Xgimi launches camera-free MemoMind One smart glasses
The Kickstarter wearable puts a private green display in eyeglass lenses, but an early Verge test found limited AI tools and privacy concerns.
By Maya Lindqvist · Senior Technology Correspondent
3 min read
Xgimi opened a Kickstarter campaign Monday for MemoMind One, a new pair of smart glasses that place a private display in front of the wearer without using cameras. The pitch is notable in a market where camera-equipped eyewear has raised privacy concerns, but an early test by The Verge found the software and AI tools still have clear limits.
The Chinese company, best known for smart projectors, says the glasses are scheduled to ship in late July. Xgimi is offering three styles, with standard retail pricing set at $599 or $879 with prescription lenses. Kickstarter backers can get them for $399 or $499, while color customization raises the retail price to $699 or $879, with discounted campaign pricing of $449 or $499.
How the display works
According to The Verge’s Andrew Liszewski, the MemoMind One use micro-LED projectors and transparent waveguide prisms in both lenses to create a display visible only to the wearer. Unlike Meta’s Ray-Ban Display glasses, which use a color display, Xgimi’s screen appears in bright green.
Liszewski reported that the display’s distance, placement and brightness can be adjusted, and that it remained easy to see indoors. In bright sunlight, he said it became difficult to read unless the wearer looked toward a darker background.
The glasses weigh about 47 grams, according to The Verge’s test. Liszewski said they felt comfortable despite thicker arm ends that hold batteries, charging contacts, speakers and other electronics. Xgimi claims up to 16 hours of battery life.
The Verge said the glasses looked discreet enough that people nearby generally did not notice their smart functions. Audio was a different issue: Liszewski reported that the Harman Kardon speakers, positioned behind the ears, were easy for others to hear even at the lowest volume, including during phone calls.
AI features and limits
The MemoMind One home screen can show the time, battery level, date, weather and up to four configurable information sections, according to The Verge.

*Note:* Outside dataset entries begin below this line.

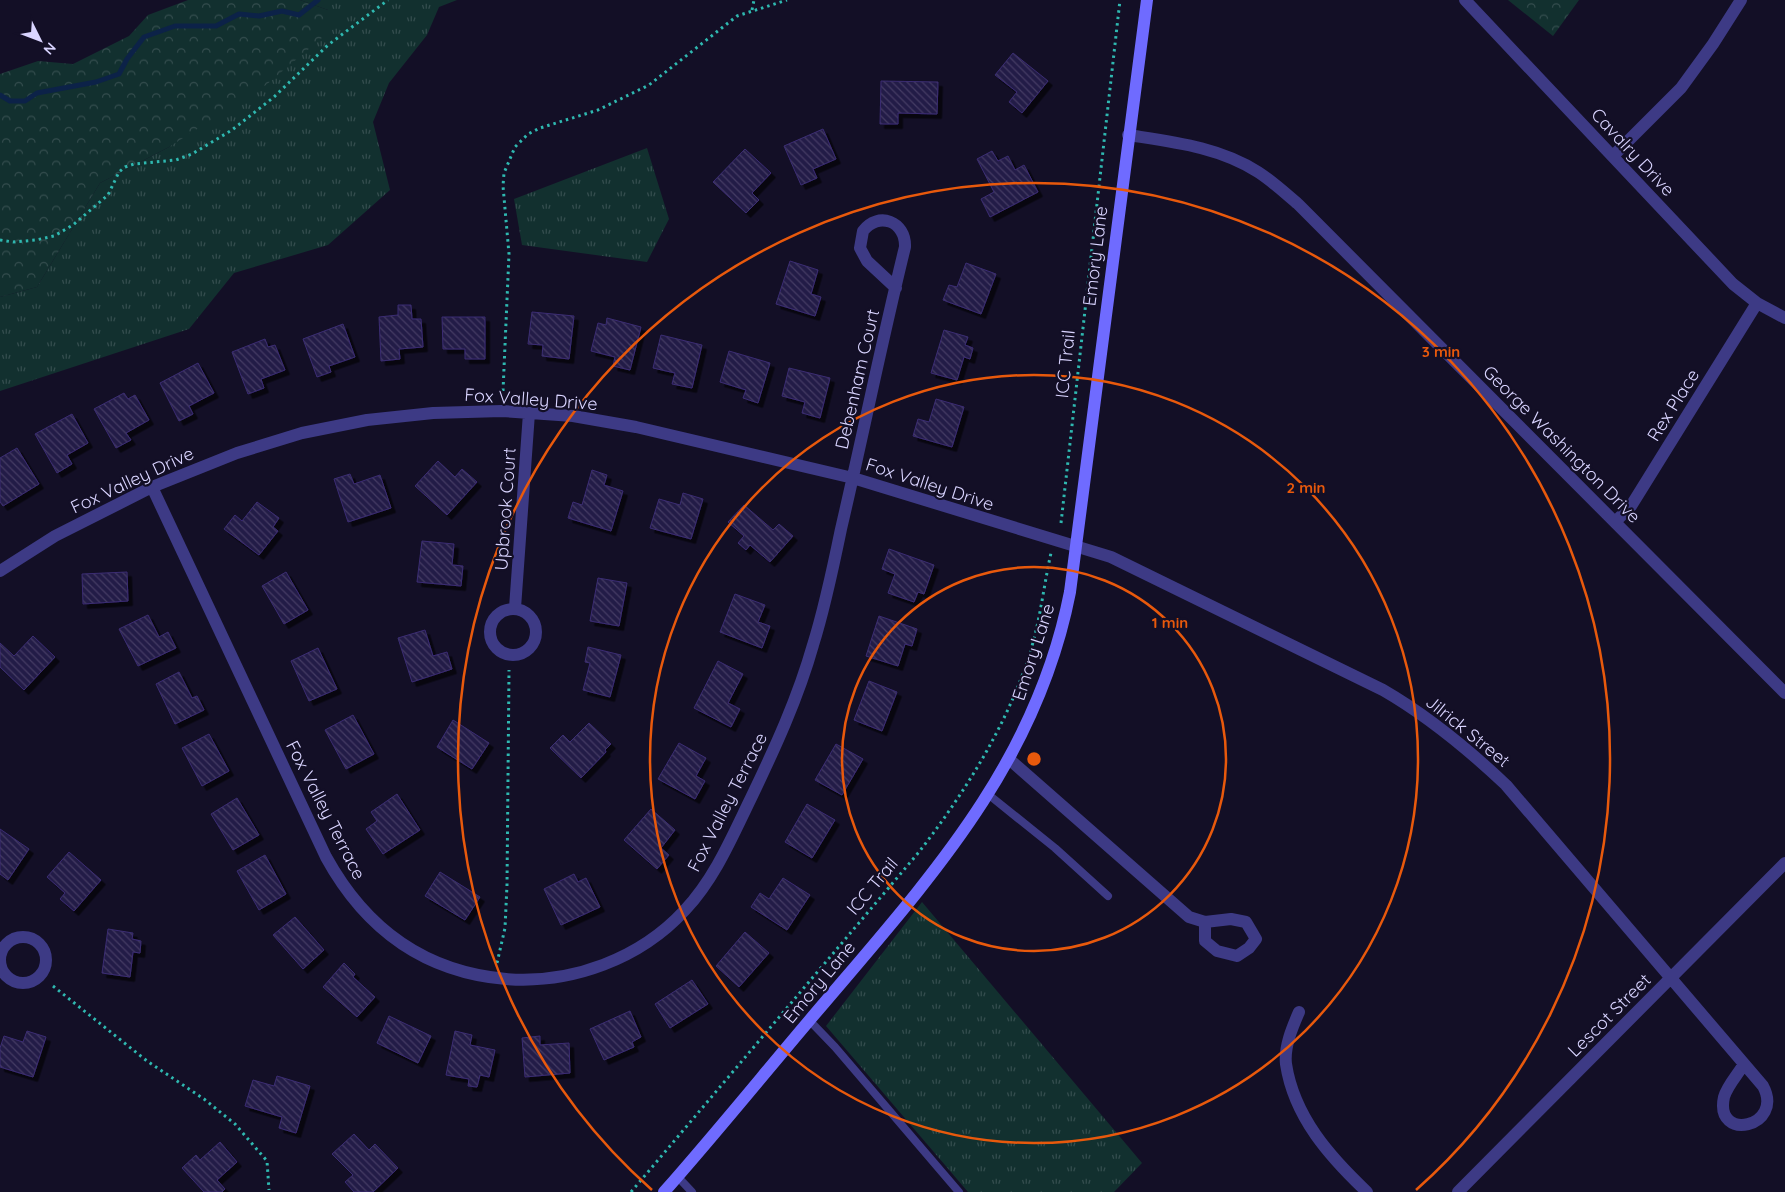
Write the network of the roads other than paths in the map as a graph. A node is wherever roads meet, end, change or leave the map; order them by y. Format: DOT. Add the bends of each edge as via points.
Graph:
graph roads {
  1 [pos="1147,0"];
  2 [pos="1465,0"];
  3 [pos="1741,0"];
  4 [pos="1128,135"];
  5 [pos="1613,156"];
  6 [pos="896,288"];
  7 [pos="1757,303"];
  8 [pos="1785,318"];
  9 [pos="529,413"];
  10 [pos="853,478"];
  11 [pos="152,487"];
  12 [pos="1615,522"];
  13 [pos="1076,548"];
  14 [pos="0,571"];
  15 [pos="515,608"];
  16 [pos="1785,693"];
  17 [pos="1009,759"];
  18 [pos="989,795"];
  19 [pos="1785,863"];
  20 [pos="1108,896"];
  21 [pos="1205,922"];
  22 [pos="1670,978"];
  23 [pos="1298,1012"];
  24 [pos="810,1020"];
  25 [pos="1744,1064"];
  26 [pos="677,1176"];
  27 [pos="666,1191"];
  28 [pos="692,1192"];
  29 [pos="960,1192"];
  30 [pos="1366,1192"];
  31 [pos="1458,1192"];
  1 -- 4 [label="street, Emory Lane"];
  2 -- 5 [label="street, Cavalry Drive"];
  3 -- 5 [label="street" via="1681,88"];
  4 -- 12 [label="street, George Washington Drive" via="1225,155 1259,172 1278,187"];
  4 -- 13 [label="street, Emory Lane"];
  5 -- 7 [label="street, Cavalry Drive" via="1733,284"];
  6 -- 6 [label="street, Debenham Court" via="905,237 895,223 876,220 863,230 860,248 868,261"];
  6 -- 10 [label="street, Debenham Court"];
  7 -- 8 [label="street, Cavalry Drive"];
  7 -- 12 [label="street, Rex Place" via="1631,506"];
  9 -- 10 [label="street, Fox Valley Drive" via="573,416 636,427"];
  9 -- 11 [label="street, Fox Valley Drive" via="433,413 334,426 270,442"];
  9 -- 15 [label="street, Upbrook Court"];
  10 -- 11 [label="street, Fox Valley Terrace" via="823,609 801,683 773,752 699,894 665,929 625,956 578,974 523,980 471,974 421,954 382,930 350,896 326,857"];
  10 -- 13 [label="street, Fox Valley Drive"];
  11 -- 14 [label="street, Fox Valley Drive" via="55,536"];
  12 -- 16 [label="street, George Washington Drive"];
  13 -- 17 [label="street, Emory Lane" via="1060,639 1033,710"];
  13 -- 22 [label="street, Jilrick Street" via="1133,567 1383,690 1427,718 1506,785"];
  17 -- 18 [label="street, Emory Lane"];
  17 -- 21 [label="street" via="1189,918"];
  18 -- 20 [label="lane"];
  18 -- 24 [label="street, Emory Lane" via="943,860"];
  19 -- 22 [label="street, Lescot Street"];
  22 -- 25 [label="street, Jilrick Street"];
  22 -- 31 [label="street, Lescot Street"];
  23 -- 30 [label="street" via="1290,1034 1286,1063 1295,1096 1307,1124 1340,1167"];
  24 -- 26 [label="street, Emory Lane"];
  24 -- 29 [label="lane"];
  25 -- 25 [label="street, Jilrick Street" via="1770,1097 1766,1117 1751,1126 1731,1120 1724,1105 1726,1093"];
  26 -- 27 [label="street, Emory Lane"];
  26 -- 28 [label="lane"];
}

Options include stocks, news headlines from preset sources, calendar items, a to-do list and notifications.
Liszewski said phone notifications appeared on the glasses as shortened previews, but the system did not allow him to expand messages or reply to texts and emails. That made the glasses less capable than a smartwatch for quick communication.

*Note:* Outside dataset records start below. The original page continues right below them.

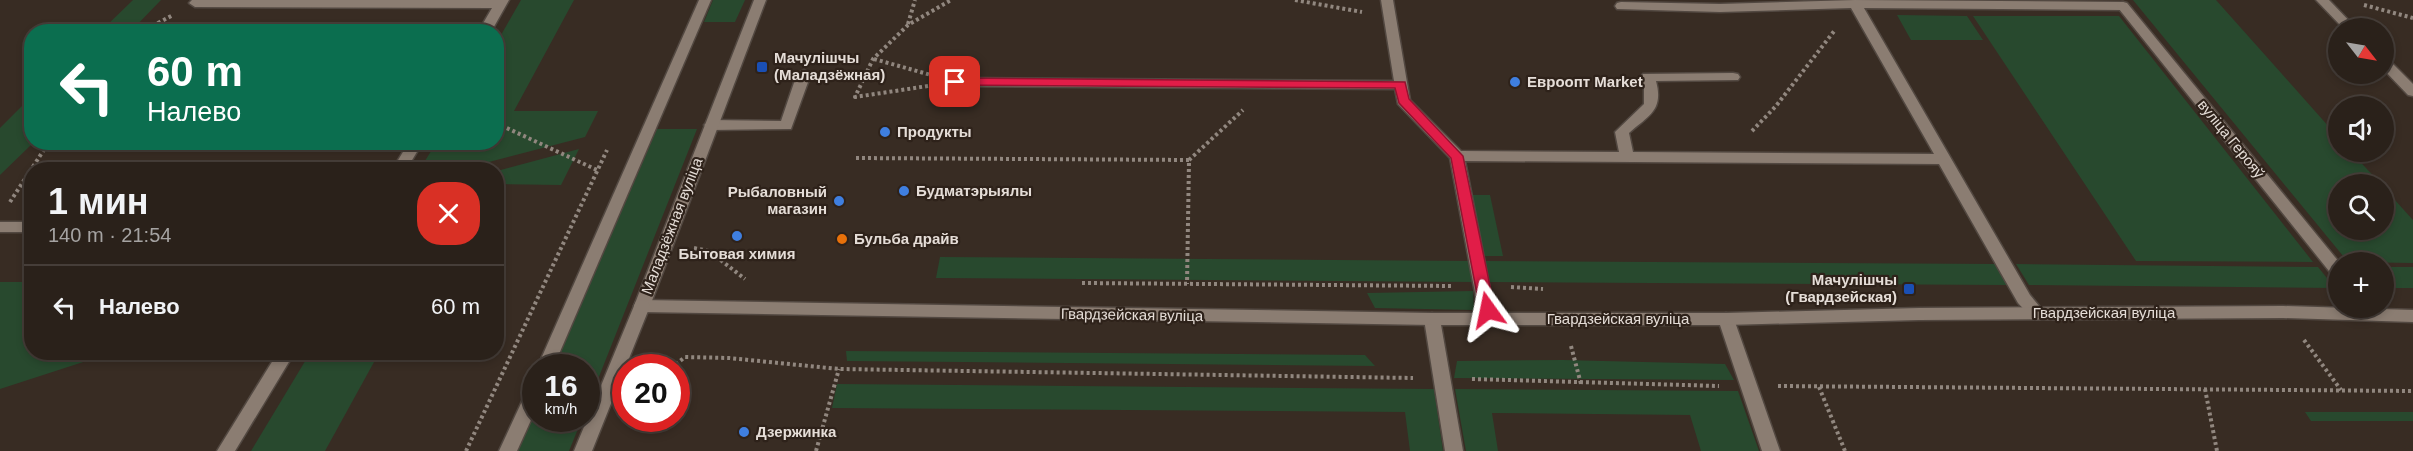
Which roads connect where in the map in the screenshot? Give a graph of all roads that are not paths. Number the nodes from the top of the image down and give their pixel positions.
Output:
1 (705, 0) edge
2 (760, 0) edge
3 (1387, 0) edge
4 (2322, 0) edge
5 (502, 2) edge
6 (195, 3) road end
7 (1855, 4) junction
8 (1622, 6) dead end
9 (2340, 18) edge
10 (489, 24) edge
11 (2394, 73) edge
12 (804, 74) dead end
13 (1733, 77) dead end
14 (955, 82) road end
15 (1401, 84) junction
16 (2413, 93) edge
17 (711, 125) junction
18 (1457, 156) junction
19 (1627, 158) junction
20 (1944, 159) junction
21 (0, 227) edge
22 (24, 227) edge
23 (2328, 260) edge
24 (642, 306) junction
25 (2328, 310) edge
26 (2037, 313) junction
27 (2394, 314) edge
28 (2413, 316) edge
29 (1432, 319) junction
30 (1726, 319) junction
31 (1488, 320) junction
32 (551, 354) edge
33 (282, 360) edge
34 (522, 420) edge
35 (226, 451) edge
36 (508, 451) edge
37 (583, 451) edge
38 (1454, 451) edge
39 (1771, 451) edge

1 - 32 street
2 - 17 street, Маладзёжная вуліца
3 - 15 street
4 - 9 street
5 - 6 street
5 - 10 street
7 - 8 street
7 - 20 street
7 - 23 street, вуліца Герояў
11 - 16 street
12 - 17 street
13 - 19 street
14 - 15 street
15 - 18 street
17 - 24 street, Маладзёжная вуліца
18 - 19 street
18 - 31 street
19 - 20 street
20 - 26 street
21 - 22 street
24 - 29 street, Гвардзейская вуліца
24 - 37 street, Маладзёжная вуліца
25 - 26 street, Гвардзейская вуліца
26 - 30 street, Гвардзейская вуліца
27 - 28 street, Гвардзейская вуліца
29 - 31 street, Гвардзейская вуліца
29 - 38 street
30 - 31 street, Гвардзейская вуліца
30 - 39 street
33 - 35 street
34 - 36 street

The glasses include a voice AI assistant that can be triggered with a button press or the phrase “hi, Memo,” according to The Verge. Liszewski said answers usually took about four or five seconds and could appear as text, with an option for audio playback.

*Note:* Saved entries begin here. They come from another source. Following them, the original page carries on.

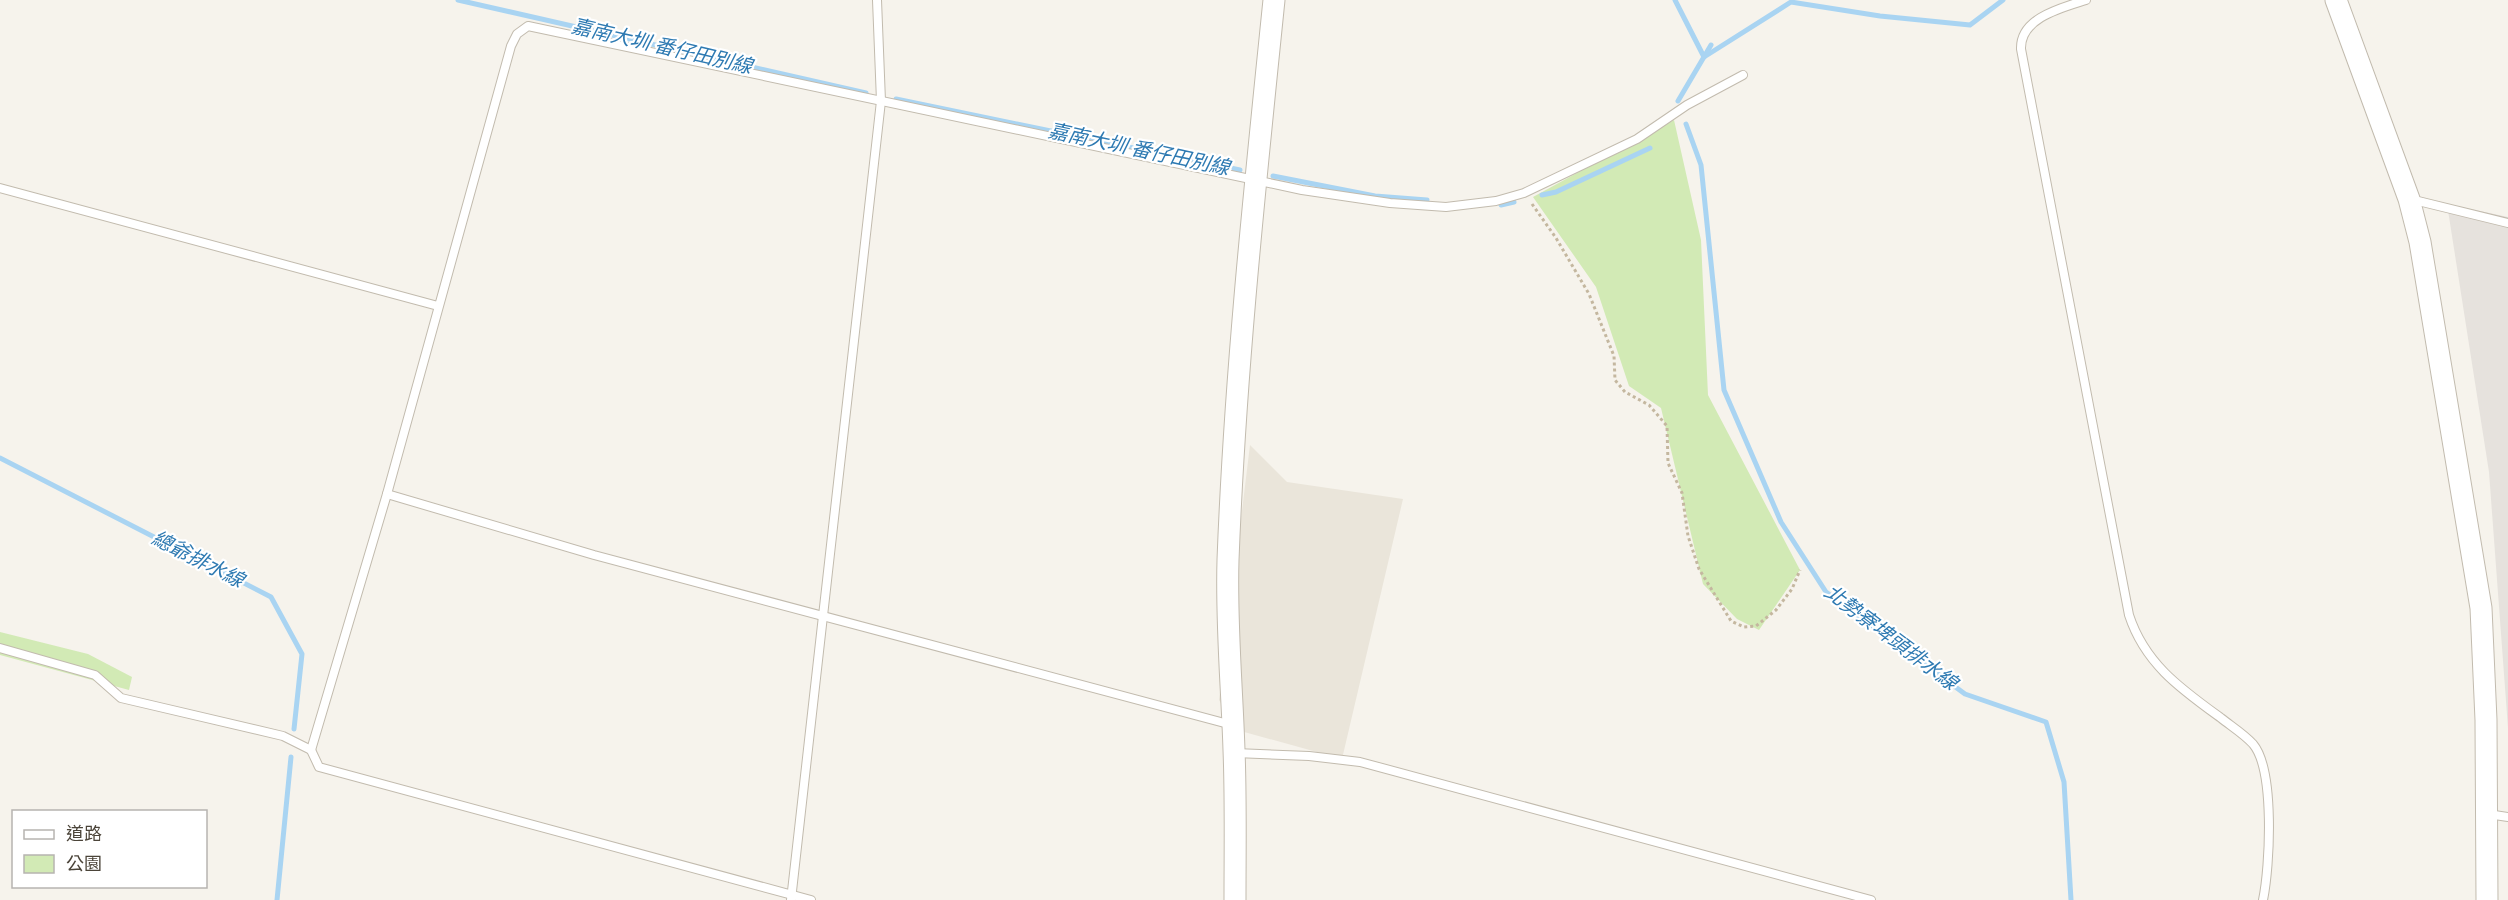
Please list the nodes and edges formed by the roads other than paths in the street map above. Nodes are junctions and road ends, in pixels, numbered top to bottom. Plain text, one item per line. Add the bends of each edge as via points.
1 (877, 0) edge
2 (1274, 0) edge
3 (2086, 0) edge
4 (2336, 0) edge
5 (1743, 75) dead end
6 (881, 101) junction
7 (1256, 178) junction
8 (0, 188) edge
9 (2409, 199) junction
10 (2508, 223) edge
11 (438, 306) junction
12 (387, 494) junction
13 (824, 617) junction
14 (0, 648) edge
15 (1233, 725) junction
16 (311, 750) junction
17 (1234, 753) junction
18 (2485, 814) junction
19 (2508, 817) edge
20 (792, 896) edge
21 (812, 900) edge
22 (1235, 900) edge
23 (1871, 900) edge
24 (2263, 900) edge
25 (2487, 900) edge

1 - 6 lane
2 - 7 street
3 - 24 lane via 2033,21 2022,34 2021,49 2129,615 2140,642 2157,667 2245,736 2264,762 2267,880
4 - 9 street
5 - 7 lane via 1637,139 1524,193 1496,201 1446,207 1390,203 1302,190
6 - 7 lane
6 - 11 lane via 528,26 517,34 511,46
6 - 13 lane
7 - 15 street via 1228,560
8 - 11 lane
9 - 10 lane
9 - 18 street via 2420,242 2481,608 2487,720
11 - 12 lane
12 - 13 lane
12 - 16 lane
13 - 15 lane
13 - 20 lane
14 - 16 lane via 95,675 121,698 283,736
15 - 17 street
16 - 20 lane via 318,767
17 - 22 street
17 - 23 lane via 1360,762
18 - 19 lane
18 - 25 street
20 - 21 lane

A Quick Launch menu can provide access to three chosen tools, The Verge reported. Available functions include a teleprompter that scrolls with the wearer’s speaking pace, live captions for media, and a voice recorder with near real-time transcription and AI-generated summaries in the mobile app.
Privacy concerns remain
The Verge’s test found that several features still depend heavily on the phone app. Liszewski said translation required manual language selection in the app and struggled when speech was quiet or background music interfered. Mapping also required destination entry in the app and was limited to walking and cycling directions.
Xgimi is promoting the absence of cameras as a privacy advantage, but The Verge raised concerns about an optional feature called Moments. Liszewski reported that Moments continuously records surrounding audio to generate a summary of the wearer’s day, and he said the summaries were often inaccurate because the feature relies only on sound. Xgimi plans to charge $19.99 a month for the premium feature, according to The Verge.
Liszewski tested beta hardware with beta software and a mobile app that still lacked some features. His assessment was that the glasses show promise as discreet display eyewear, but the current feature set may not yet justify the price for buyers who would often need to pull out a phone anyway.
This story draws on original reporting from The Verge.